** Aim of the exercise **
Using the listing that follows, filter out every line lacking the string "road" and return the rest.

** Source data **
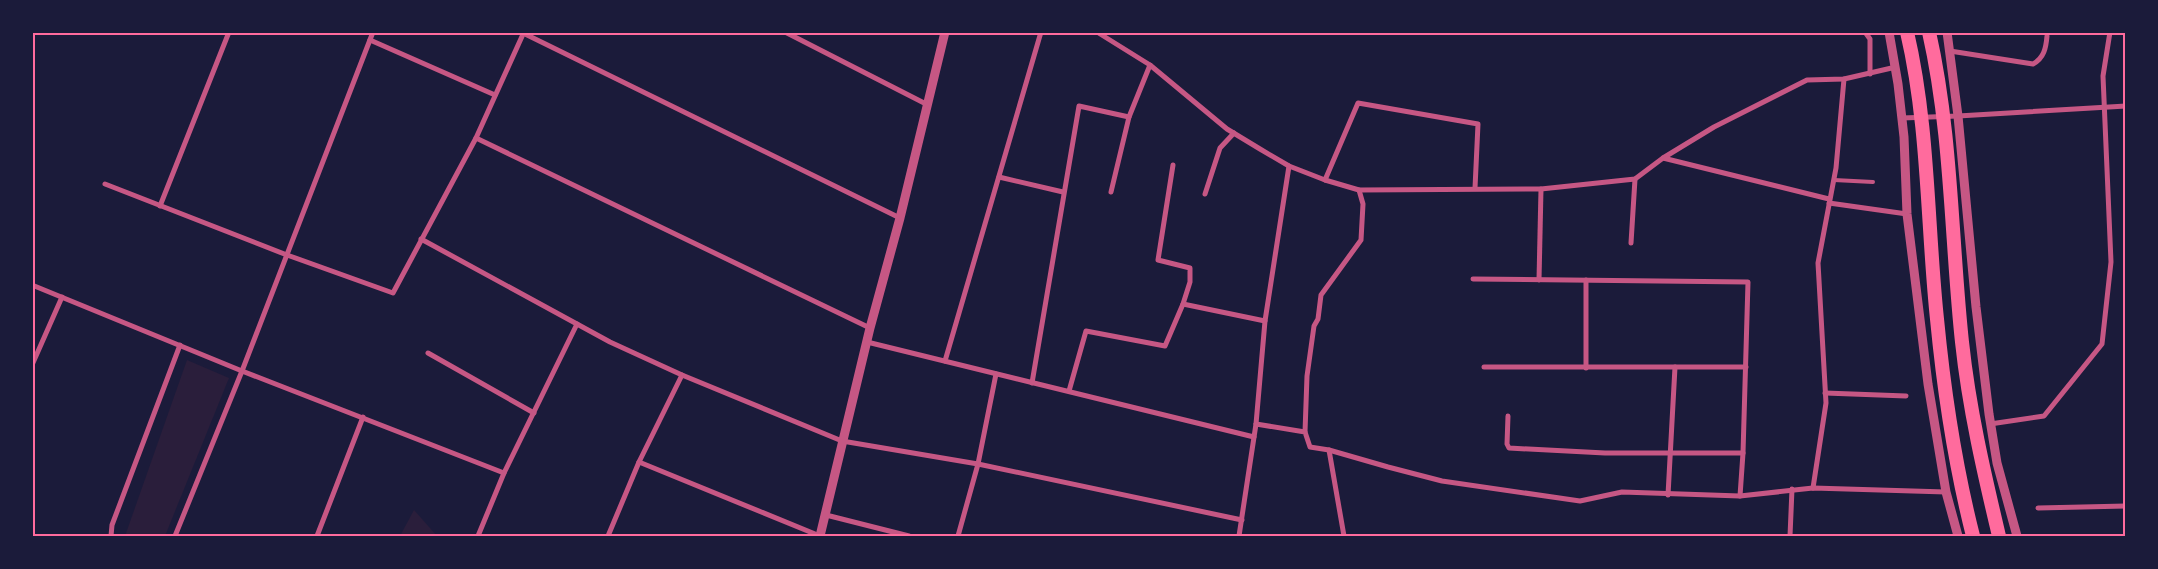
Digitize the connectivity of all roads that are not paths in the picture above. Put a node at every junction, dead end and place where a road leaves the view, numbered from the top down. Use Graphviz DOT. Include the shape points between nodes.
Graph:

==

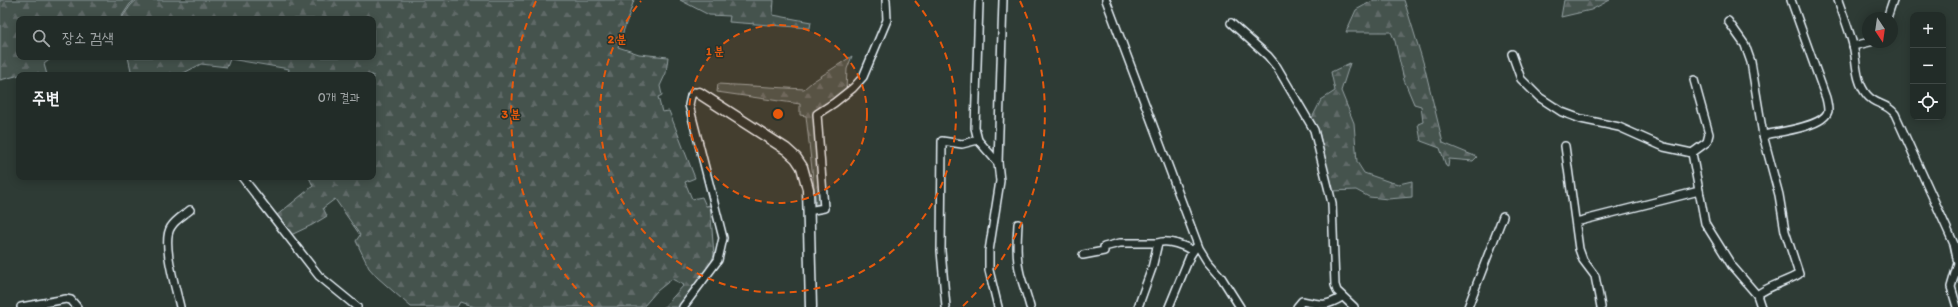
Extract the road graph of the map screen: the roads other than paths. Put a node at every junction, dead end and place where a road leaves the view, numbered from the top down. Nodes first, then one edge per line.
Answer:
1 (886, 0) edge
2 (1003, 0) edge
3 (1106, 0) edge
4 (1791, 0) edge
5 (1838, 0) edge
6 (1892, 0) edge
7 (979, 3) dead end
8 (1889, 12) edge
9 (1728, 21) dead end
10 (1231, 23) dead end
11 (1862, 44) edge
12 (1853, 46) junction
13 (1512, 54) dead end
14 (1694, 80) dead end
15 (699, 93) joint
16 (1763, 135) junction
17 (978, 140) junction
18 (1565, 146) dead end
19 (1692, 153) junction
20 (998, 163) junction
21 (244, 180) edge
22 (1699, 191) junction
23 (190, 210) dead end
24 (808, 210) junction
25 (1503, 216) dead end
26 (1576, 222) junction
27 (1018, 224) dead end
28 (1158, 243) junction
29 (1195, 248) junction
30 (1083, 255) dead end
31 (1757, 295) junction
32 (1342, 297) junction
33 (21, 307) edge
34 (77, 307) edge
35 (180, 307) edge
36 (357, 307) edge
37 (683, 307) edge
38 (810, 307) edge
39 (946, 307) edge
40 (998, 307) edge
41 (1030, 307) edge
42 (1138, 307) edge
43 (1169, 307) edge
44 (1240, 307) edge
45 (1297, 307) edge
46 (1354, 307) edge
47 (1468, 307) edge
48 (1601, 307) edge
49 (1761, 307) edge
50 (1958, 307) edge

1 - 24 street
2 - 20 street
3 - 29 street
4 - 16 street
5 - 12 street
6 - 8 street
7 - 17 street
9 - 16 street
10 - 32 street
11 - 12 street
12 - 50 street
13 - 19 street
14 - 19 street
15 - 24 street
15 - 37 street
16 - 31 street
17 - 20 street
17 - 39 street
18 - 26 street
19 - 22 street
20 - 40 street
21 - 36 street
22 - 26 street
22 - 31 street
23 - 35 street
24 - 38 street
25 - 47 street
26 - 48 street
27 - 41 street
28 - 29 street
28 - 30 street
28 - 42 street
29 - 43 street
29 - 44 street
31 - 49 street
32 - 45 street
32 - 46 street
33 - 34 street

** Your solution **
Digitize the connectivity of all roads that are not paths in the picture above. Put a node at every junction, dead end and place where a road leaves the view, numbered from the top down. Use Graphviz DOT. Include the shape points between nodes.
Extract the road graph of the map screen: the roads other than paths. Put a node at every junction, dead end and place where a road leaves the view, numbered from the top down. Nodes first, then one edge per line.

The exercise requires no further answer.